(Task data Opens)
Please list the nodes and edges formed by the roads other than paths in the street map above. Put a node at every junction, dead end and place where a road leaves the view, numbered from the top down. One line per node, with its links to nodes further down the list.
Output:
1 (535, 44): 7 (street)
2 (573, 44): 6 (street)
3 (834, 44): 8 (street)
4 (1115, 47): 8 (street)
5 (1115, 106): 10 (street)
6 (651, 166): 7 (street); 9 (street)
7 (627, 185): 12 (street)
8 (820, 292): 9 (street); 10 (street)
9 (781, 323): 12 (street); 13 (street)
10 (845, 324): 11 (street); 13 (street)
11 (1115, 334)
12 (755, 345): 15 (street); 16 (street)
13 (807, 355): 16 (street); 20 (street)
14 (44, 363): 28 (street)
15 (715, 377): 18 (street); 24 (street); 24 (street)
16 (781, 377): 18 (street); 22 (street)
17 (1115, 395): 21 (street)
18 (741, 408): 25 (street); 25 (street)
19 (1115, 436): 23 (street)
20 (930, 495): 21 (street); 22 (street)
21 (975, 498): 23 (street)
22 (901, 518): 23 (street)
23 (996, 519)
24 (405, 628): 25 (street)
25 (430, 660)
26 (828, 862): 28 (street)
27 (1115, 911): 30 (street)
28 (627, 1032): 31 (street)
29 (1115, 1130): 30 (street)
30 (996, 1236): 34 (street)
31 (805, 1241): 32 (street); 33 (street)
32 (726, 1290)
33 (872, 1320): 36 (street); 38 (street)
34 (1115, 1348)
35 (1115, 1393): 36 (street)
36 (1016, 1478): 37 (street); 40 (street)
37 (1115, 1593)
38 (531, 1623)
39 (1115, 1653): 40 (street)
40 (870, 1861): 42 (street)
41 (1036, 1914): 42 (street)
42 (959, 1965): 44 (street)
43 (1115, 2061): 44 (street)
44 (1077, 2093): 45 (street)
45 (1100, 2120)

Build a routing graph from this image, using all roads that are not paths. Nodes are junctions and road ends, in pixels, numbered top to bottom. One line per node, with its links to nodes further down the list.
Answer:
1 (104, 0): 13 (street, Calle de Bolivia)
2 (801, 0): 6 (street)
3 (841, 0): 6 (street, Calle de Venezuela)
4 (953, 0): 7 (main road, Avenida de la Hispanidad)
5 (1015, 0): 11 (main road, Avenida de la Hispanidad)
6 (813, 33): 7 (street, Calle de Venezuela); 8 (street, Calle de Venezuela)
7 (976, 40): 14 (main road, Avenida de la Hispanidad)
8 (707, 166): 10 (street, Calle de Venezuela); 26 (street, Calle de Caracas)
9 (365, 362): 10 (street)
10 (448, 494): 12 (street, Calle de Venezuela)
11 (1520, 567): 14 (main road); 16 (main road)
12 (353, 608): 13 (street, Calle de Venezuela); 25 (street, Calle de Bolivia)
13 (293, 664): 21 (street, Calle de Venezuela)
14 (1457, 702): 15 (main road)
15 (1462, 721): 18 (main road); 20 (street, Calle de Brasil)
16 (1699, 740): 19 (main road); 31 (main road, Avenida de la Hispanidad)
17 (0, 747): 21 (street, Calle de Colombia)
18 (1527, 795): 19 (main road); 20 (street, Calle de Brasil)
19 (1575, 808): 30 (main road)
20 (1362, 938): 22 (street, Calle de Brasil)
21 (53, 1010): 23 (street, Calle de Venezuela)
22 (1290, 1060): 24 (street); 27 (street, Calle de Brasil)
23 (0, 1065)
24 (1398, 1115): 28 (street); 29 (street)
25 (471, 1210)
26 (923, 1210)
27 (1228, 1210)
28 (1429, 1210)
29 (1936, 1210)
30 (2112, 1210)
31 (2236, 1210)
(Task data Closes)
Each record should be repeated in full, exactly as it is written.

Please list the nodes and edges formed by the roads other than paths in the street map above. Put a node at every junction, dead end and place where a road leaves the view, numbered from the top down. One line per node, with its links to nodes further down the list.
Output:
1 (535, 44): 7 (street)
2 (573, 44): 6 (street)
3 (834, 44): 8 (street)
4 (1115, 47): 8 (street)
5 (1115, 106): 10 (street)
6 (651, 166): 7 (street); 9 (street)
7 (627, 185): 12 (street)
8 (820, 292): 9 (street); 10 (street)
9 (781, 323): 12 (street); 13 (street)
10 (845, 324): 11 (street); 13 (street)
11 (1115, 334)
12 (755, 345): 15 (street); 16 (street)
13 (807, 355): 16 (street); 20 (street)
14 (44, 363): 28 (street)
15 (715, 377): 18 (street); 24 (street); 24 (street)
16 (781, 377): 18 (street); 22 (street)
17 (1115, 395): 21 (street)
18 (741, 408): 25 (street); 25 (street)
19 (1115, 436): 23 (street)
20 (930, 495): 21 (street); 22 (street)
21 (975, 498): 23 (street)
22 (901, 518): 23 (street)
23 (996, 519)
24 (405, 628): 25 (street)
25 (430, 660)
26 (828, 862): 28 (street)
27 (1115, 911): 30 (street)
28 (627, 1032): 31 (street)
29 (1115, 1130): 30 (street)
30 (996, 1236): 34 (street)
31 (805, 1241): 32 (street); 33 (street)
32 (726, 1290)
33 (872, 1320): 36 (street); 38 (street)
34 (1115, 1348)
35 (1115, 1393): 36 (street)
36 (1016, 1478): 37 (street); 40 (street)
37 (1115, 1593)
38 (531, 1623)
39 (1115, 1653): 40 (street)
40 (870, 1861): 42 (street)
41 (1036, 1914): 42 (street)
42 (959, 1965): 44 (street)
43 (1115, 2061): 44 (street)
44 (1077, 2093): 45 (street)
45 (1100, 2120)

Build a routing graph from this image, using all roads that are not paths. Nodes are junctions and road ends, in pixels, numbered top to bottom. One line per node, with its links to nodes further down the list.
Answer:
1 (104, 0): 13 (street, Calle de Bolivia)
2 (801, 0): 6 (street)
3 (841, 0): 6 (street, Calle de Venezuela)
4 (953, 0): 7 (main road, Avenida de la Hispanidad)
5 (1015, 0): 11 (main road, Avenida de la Hispanidad)
6 (813, 33): 7 (street, Calle de Venezuela); 8 (street, Calle de Venezuela)
7 (976, 40): 14 (main road, Avenida de la Hispanidad)
8 (707, 166): 10 (street, Calle de Venezuela); 26 (street, Calle de Caracas)
9 (365, 362): 10 (street)
10 (448, 494): 12 (street, Calle de Venezuela)
11 (1520, 567): 14 (main road); 16 (main road)
12 (353, 608): 13 (street, Calle de Venezuela); 25 (street, Calle de Bolivia)
13 (293, 664): 21 (street, Calle de Venezuela)
14 (1457, 702): 15 (main road)
15 (1462, 721): 18 (main road); 20 (street, Calle de Brasil)
16 (1699, 740): 19 (main road); 31 (main road, Avenida de la Hispanidad)
17 (0, 747): 21 (street, Calle de Colombia)
18 (1527, 795): 19 (main road); 20 (street, Calle de Brasil)
19 (1575, 808): 30 (main road)
20 (1362, 938): 22 (street, Calle de Brasil)
21 (53, 1010): 23 (street, Calle de Venezuela)
22 (1290, 1060): 24 (street); 27 (street, Calle de Brasil)
23 (0, 1065)
24 (1398, 1115): 28 (street); 29 (street)
25 (471, 1210)
26 (923, 1210)
27 (1228, 1210)
28 (1429, 1210)
29 (1936, 1210)
30 (2112, 1210)
31 (2236, 1210)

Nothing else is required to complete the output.